去る13日午前、アユタヤ県とサラブリー県をつなぐパホンヨーティン通りで、自動車輸入会社社長、ジェンポッブ容疑者(37)の運転する黒のベンツが前方を走るフォードに衝突。フォードに乗っていた大学院生のギッサナさん(男性・32)とタンタパンさん(女性・34)の2人が死亡した。
SNSにアップされた動画では、ベンツが速度を落とさないままギッサナさんの車に衝突。炎上する様子が映しだされていた。事故発生後、同容疑者は「針が怖い」という理由でアルコール及び薬物検査を拒否。警察がこれを受け入れ、検査を行わないまま、バンコク都内の病院に搬送されたことが発覚した。
このお粗末な捜査にネットは大炎上。説明を求める国民に対し、国家警察のソンポン副広報室長は「容疑者はアルコール検査を拒否できるが、タイ国陸運法により、拒否=飲酒状態とみなし、飲酒運転の嫌疑をかける可能性がある」と回答。ジェンポッブ容疑者は、飲酒運転致死、警察の捜査妨害及び無謀運転、器物損壊の容疑で、アユタヤ県裁判所に一旦拘留された。
高級車、死亡事故、警察のずさんな捜査。このキーワードで思い出されるのは、本コーナーで過去に取り上げたレッドブルの孫のひき逃げ事件だ。同件では1人の警察官が死亡。300万バーツの賠償金支払いで民事訴訟を決着させ、タイの富める者の権力が明るみとなった。

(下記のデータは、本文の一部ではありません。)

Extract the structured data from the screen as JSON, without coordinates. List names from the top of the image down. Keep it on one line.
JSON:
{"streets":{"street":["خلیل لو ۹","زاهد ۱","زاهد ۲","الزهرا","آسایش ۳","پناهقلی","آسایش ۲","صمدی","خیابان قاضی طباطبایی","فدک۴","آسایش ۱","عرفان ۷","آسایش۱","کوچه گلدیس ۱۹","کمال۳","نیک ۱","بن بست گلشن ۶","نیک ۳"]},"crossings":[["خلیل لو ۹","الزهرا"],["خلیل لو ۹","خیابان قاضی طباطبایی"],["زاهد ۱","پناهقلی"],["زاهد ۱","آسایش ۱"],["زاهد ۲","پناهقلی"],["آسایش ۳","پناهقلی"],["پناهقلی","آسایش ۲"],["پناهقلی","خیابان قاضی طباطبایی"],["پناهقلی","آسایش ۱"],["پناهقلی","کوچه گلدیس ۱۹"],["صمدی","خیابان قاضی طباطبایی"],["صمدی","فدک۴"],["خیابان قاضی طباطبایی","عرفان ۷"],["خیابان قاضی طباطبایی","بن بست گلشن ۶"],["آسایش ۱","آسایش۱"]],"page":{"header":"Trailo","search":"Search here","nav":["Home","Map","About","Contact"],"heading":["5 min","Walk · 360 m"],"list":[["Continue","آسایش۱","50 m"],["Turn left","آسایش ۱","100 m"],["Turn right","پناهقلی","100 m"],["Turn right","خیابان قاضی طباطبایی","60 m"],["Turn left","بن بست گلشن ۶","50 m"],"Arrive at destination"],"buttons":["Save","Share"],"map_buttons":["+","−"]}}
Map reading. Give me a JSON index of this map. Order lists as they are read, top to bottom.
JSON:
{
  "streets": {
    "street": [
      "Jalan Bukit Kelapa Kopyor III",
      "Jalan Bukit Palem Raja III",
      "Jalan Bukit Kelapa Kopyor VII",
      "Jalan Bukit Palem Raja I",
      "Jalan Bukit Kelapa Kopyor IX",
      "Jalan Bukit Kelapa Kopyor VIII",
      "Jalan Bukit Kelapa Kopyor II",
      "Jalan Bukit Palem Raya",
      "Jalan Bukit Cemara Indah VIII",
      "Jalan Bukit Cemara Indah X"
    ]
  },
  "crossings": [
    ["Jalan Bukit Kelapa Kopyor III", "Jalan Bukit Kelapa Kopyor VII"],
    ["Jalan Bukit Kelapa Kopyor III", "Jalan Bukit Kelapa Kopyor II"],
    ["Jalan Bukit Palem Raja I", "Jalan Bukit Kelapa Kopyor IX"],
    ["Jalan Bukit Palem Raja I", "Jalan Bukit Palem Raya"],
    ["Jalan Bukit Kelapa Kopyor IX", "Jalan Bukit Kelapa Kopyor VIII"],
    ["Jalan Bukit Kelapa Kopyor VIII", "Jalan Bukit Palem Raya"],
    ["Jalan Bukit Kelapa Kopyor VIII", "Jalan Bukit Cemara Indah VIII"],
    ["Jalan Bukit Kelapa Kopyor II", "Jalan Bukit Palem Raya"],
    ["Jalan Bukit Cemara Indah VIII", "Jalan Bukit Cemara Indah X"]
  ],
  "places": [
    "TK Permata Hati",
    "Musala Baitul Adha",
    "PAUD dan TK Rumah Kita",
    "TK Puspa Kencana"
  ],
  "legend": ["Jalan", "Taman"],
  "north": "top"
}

世間の声を受け、今回は事故の究明が進むかと思いきや、ジェンポッブ容疑者の弁護士が、ケガの治療を理由に保釈願いを提出。裁判所は容疑者に対し、「出国禁止」「運転禁止」「運転免許取消」「裁判所の呼出への出頭」の条件を付けた上で保釈請求を受諾した。条件付きとはいえ、2人が死亡した事件にも関わらず、保釈金はわずか20万バーツ。さらに、容疑者の車にあった薬からうつ病と不眠症を患っている可能性があるとし、現在、病院の庇護下に置かれている。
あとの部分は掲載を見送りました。